> Problem description
Beginning with the line that holds "ctx.fillText(text, x, y);", please retype each line through the end of the listing below, both ends included, and nothing more.

> Data to examine
┌──

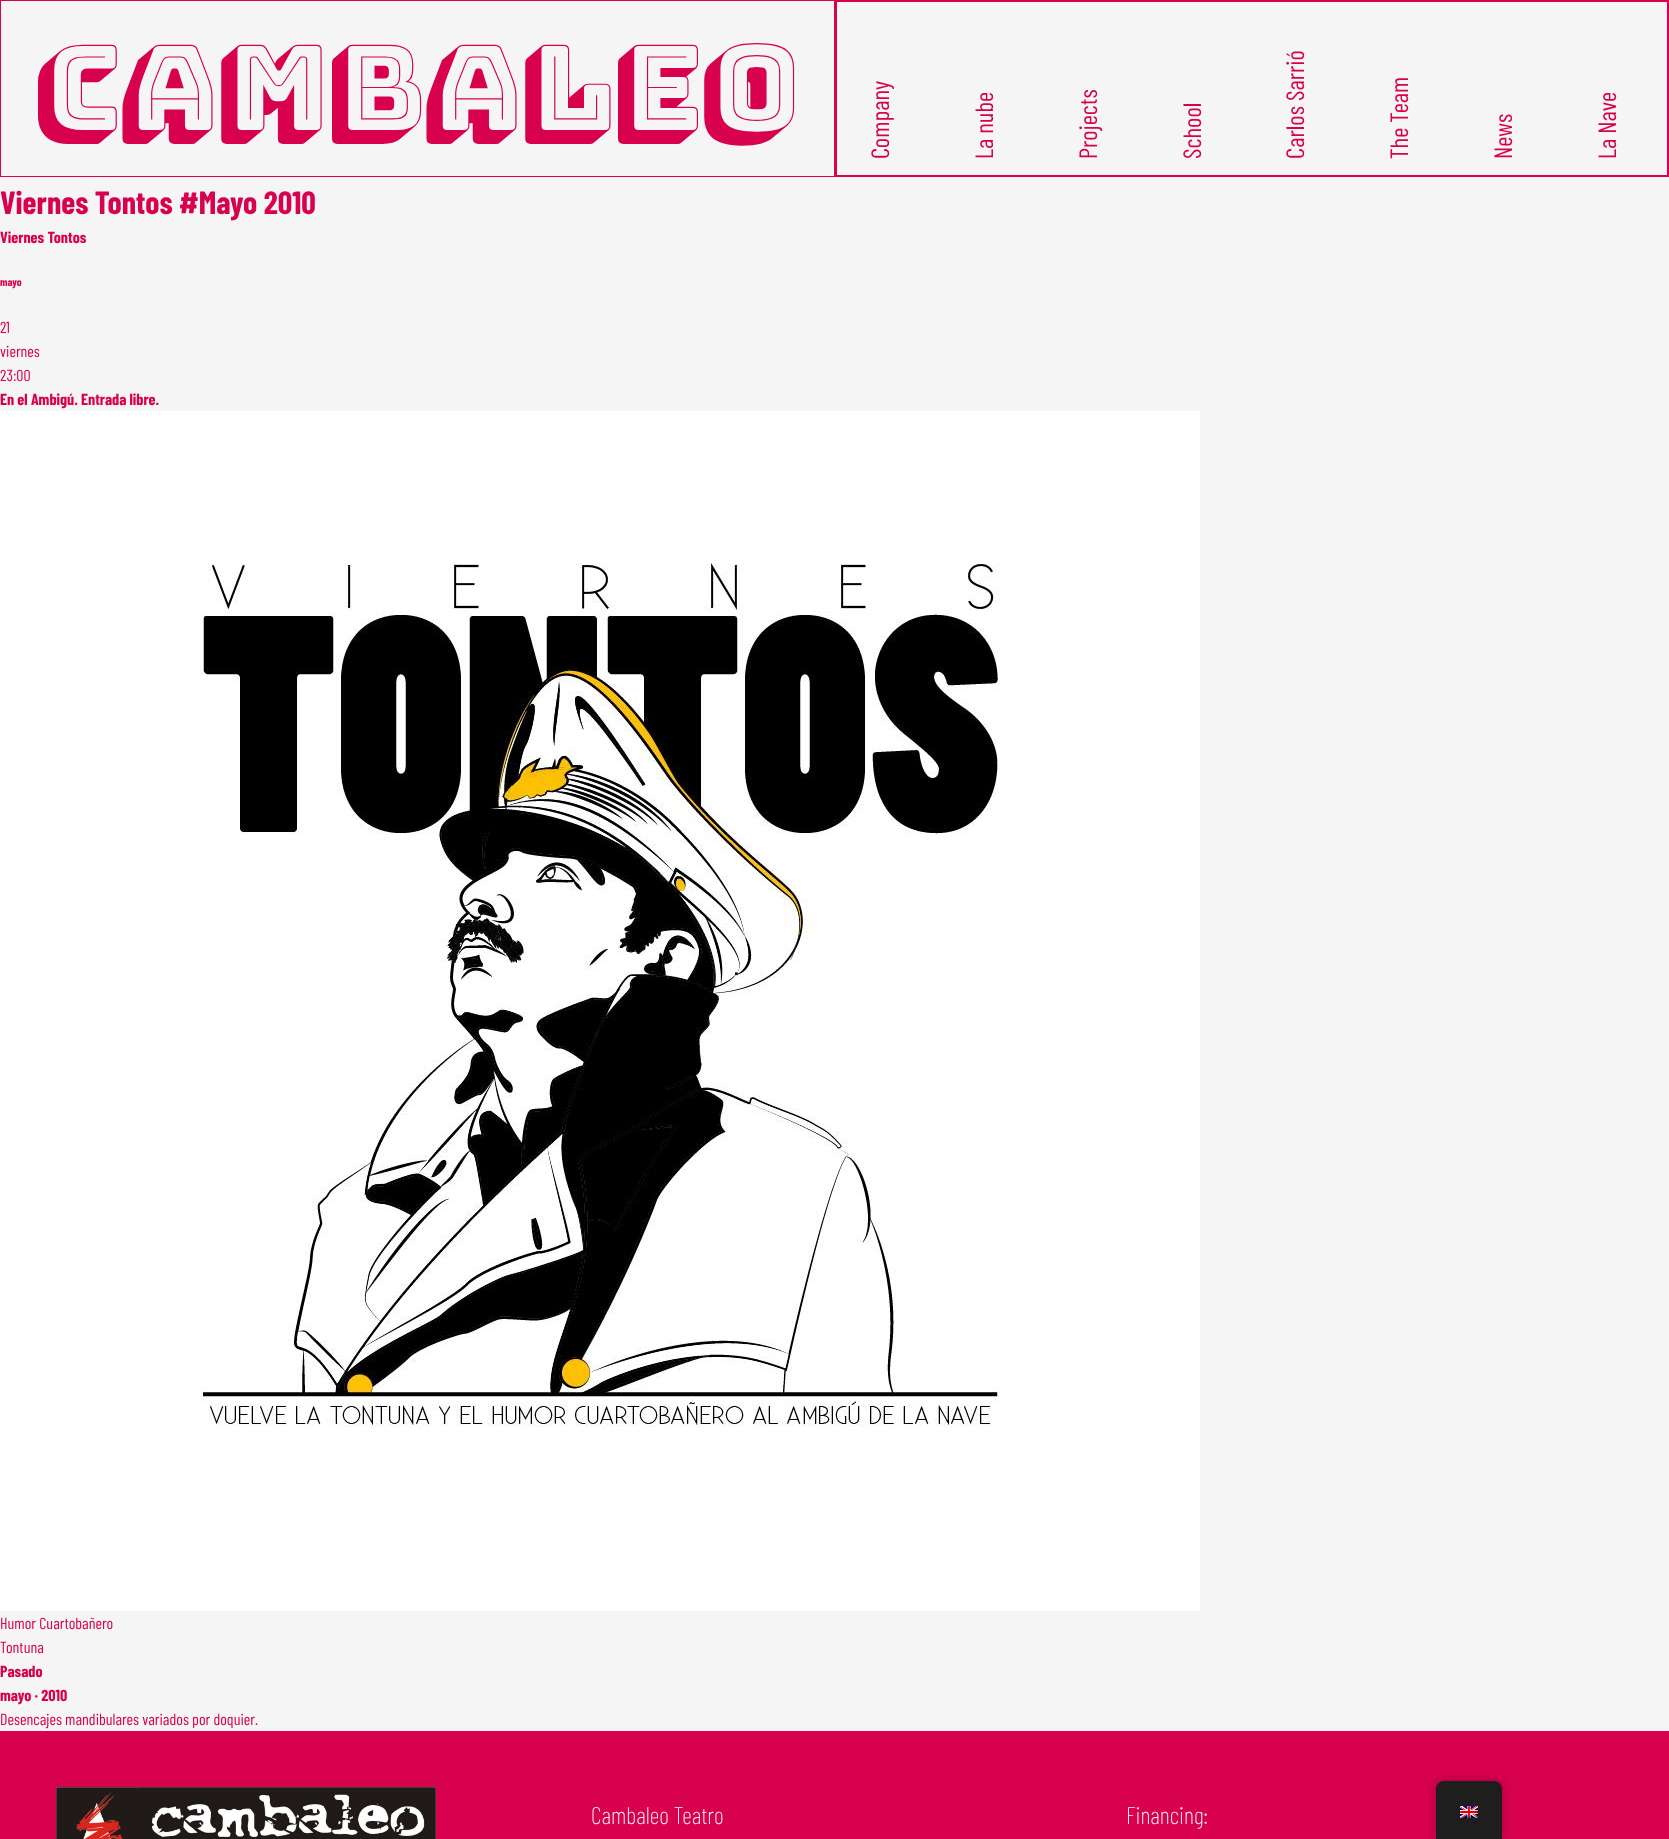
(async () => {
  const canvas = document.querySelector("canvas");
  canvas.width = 1669;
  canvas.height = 1839;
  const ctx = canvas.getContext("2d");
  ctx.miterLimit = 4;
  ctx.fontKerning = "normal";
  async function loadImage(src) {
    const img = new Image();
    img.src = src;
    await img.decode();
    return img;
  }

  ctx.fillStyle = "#f5f5f5";
  ctx.fillRect(0, 0, 1669, 1839);
  ctx.strokeStyle = "#d7014e";
  ctx.strokeRect(0.5, 0.5, 834, 176);
  ctx.strokeRect(835.5, 0.5, 833, 176);
  ctx.strokeRect(836.5, 1.5, 831, 174);
  ctx.drawImage(await loadImage("img/1.png"), 0, 411, 1200, 1200);
  ctx.fillStyle = "#d7014e";
  ctx.fillRect(0, 1731, 1669, 108);
  ctx.drawImage(await loadImage("img/2.png"), 56, 1787, 380, 52);
  ctx.fillStyle = "rgba(0, 0, 0, 0.25)";
  ctx.filter = "blur(4px)";
  ctx.beginPath();
  ctx.roundRect(1436, 1781, 66, 58, 8);
  ctx.fill();
  ctx.filter = "none";
  ctx.fillStyle = "#1e1e1e";
  ctx.beginPath();
  ctx.roundRect(1436, 1781, 66, 58, [8, 8, 0, 0]);
  ctx.fill();
  ctx.drawImage(await loadImage("img/3.png"), 1460, 1806, 18, 12);
  ctx.font = "116.75px Bungee Shade";
  ctx.fillStyle = "#d7014e";
  ctx.fillText("Cambaleo", 34, 130);
  ctx.font = "25px Barlow Condensed";
  ctx.save();
  ctx.translate(889, 159);
  ctx.rotate(-90 * Math.PI / 180);
  ctx.fillText("Company", 0, 0);
  ctx.restore();
  ctx.save();
  ctx.translate(993, 159);
  ctx.rotate(-90 * Math.PI / 180);
  ctx.fillText("La nube", 0, 0);
  ctx.restore();
  ctx.save();
  ctx.translate(1097, 159);
  ctx.rotate(-90 * Math.PI / 180);
  ctx.fillText("Projects", 0, 0);
  ctx.restore();
  ctx.save();
  ctx.translate(1201, 159);
  ctx.rotate(-90 * Math.PI / 180);
  ctx.fillText("School", 0, 0);
  ctx.restore();
  ctx.save();
  ctx.translate(1304, 159);
  ctx.rotate(-90 * Math.PI / 180);
  ctx.fillText("Carlos Sarrió", 0, 0);
  ctx.restore();
  ctx.save();
  ctx.translate(1408, 159);
  ctx.rotate(-90 * Math.PI / 180);
  ctx.fillText("The Team", 0, 0);
  ctx.restore();
  ctx.save();
  ctx.translate(1512, 159);
  ctx.rotate(-90 * Math.PI / 180);
  ctx.fillText("News", 0, 0);
  ctx.restore();
  ctx.save();
  ctx.translate(1616, 159);
  ctx.rotate(-90 * Math.PI / 180);
  ctx.fillText("La Nave", 0, 0);
  ctx.restore();
  ctx.font = "bold 32px Barlow Condensed";
  ctx.fillText("Viernes Tontos #Mayo 2010", 0, 214);
  ctx.font = "bold 16px Barlow Condensed";
  ctx.fillText("Viernes Tontos", 0, 243);
  ctx.font = "bold 11px Barlow Condensed";
  ctx.fillText("mayo", 0, 286);
  ctx.font = "16px Barlow Condensed";
  for (const [text, x, y] of [
    ["21", 0, 333],
    ["viernes", 0, 357],
    ["23:00", 0, 381],
  ]) {
    ctx.fillText(text, x, y);
  }
  ctx.font = "bold 16px Barlow Condensed";
  ctx.fillText("En el Ambigú. Entrada libre.", 0, 405);
  ctx.font = "16px Barlow Condensed";
  ctx.fillText("Humor Cuartobañero", 0, 1629);
  ctx.fillText("Tontuna", 0, 1653);
  ctx.font = "bold 16px Barlow Condensed";
  ctx.fillText("Pasado", 0, 1677);
  ctx.fillText("mayo · 2010", 0, 1701);
  ctx.font = "16px Barlow Condensed";
  ctx.fillText("Desencajes mandibulares variados por doquier.", 0, 1725);
  ctx.font = "200 24px Barlow Condensed";
  ctx.fillStyle = "#f5f5f5";
  ctx.fillText("Cambaleo Teatro", 591, 1824);
  ctx.fillText("Financing:", 1126, 1824);
})();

└──

> Expected answer
    ctx.fillText(text, x, y);
  }
  ctx.font = "bold 16px Barlow Condensed";
  ctx.fillText("En el Ambigú. Entrada libre.", 0, 405);
  ctx.font = "16px Barlow Condensed";
  ctx.fillText("Humor Cuartobañero", 0, 1629);
  ctx.fillText("Tontuna", 0, 1653);
  ctx.font = "bold 16px Barlow Condensed";
  ctx.fillText("Pasado", 0, 1677);
  ctx.fillText("mayo · 2010", 0, 1701);
  ctx.font = "16px Barlow Condensed";
  ctx.fillText("Desencajes mandibulares variados por doquier.", 0, 1725);
  ctx.font = "200 24px Barlow Condensed";
  ctx.fillStyle = "#f5f5f5";
  ctx.fillText("Cambaleo Teatro", 591, 1824);
  ctx.fillText("Financing:", 1126, 1824);
})();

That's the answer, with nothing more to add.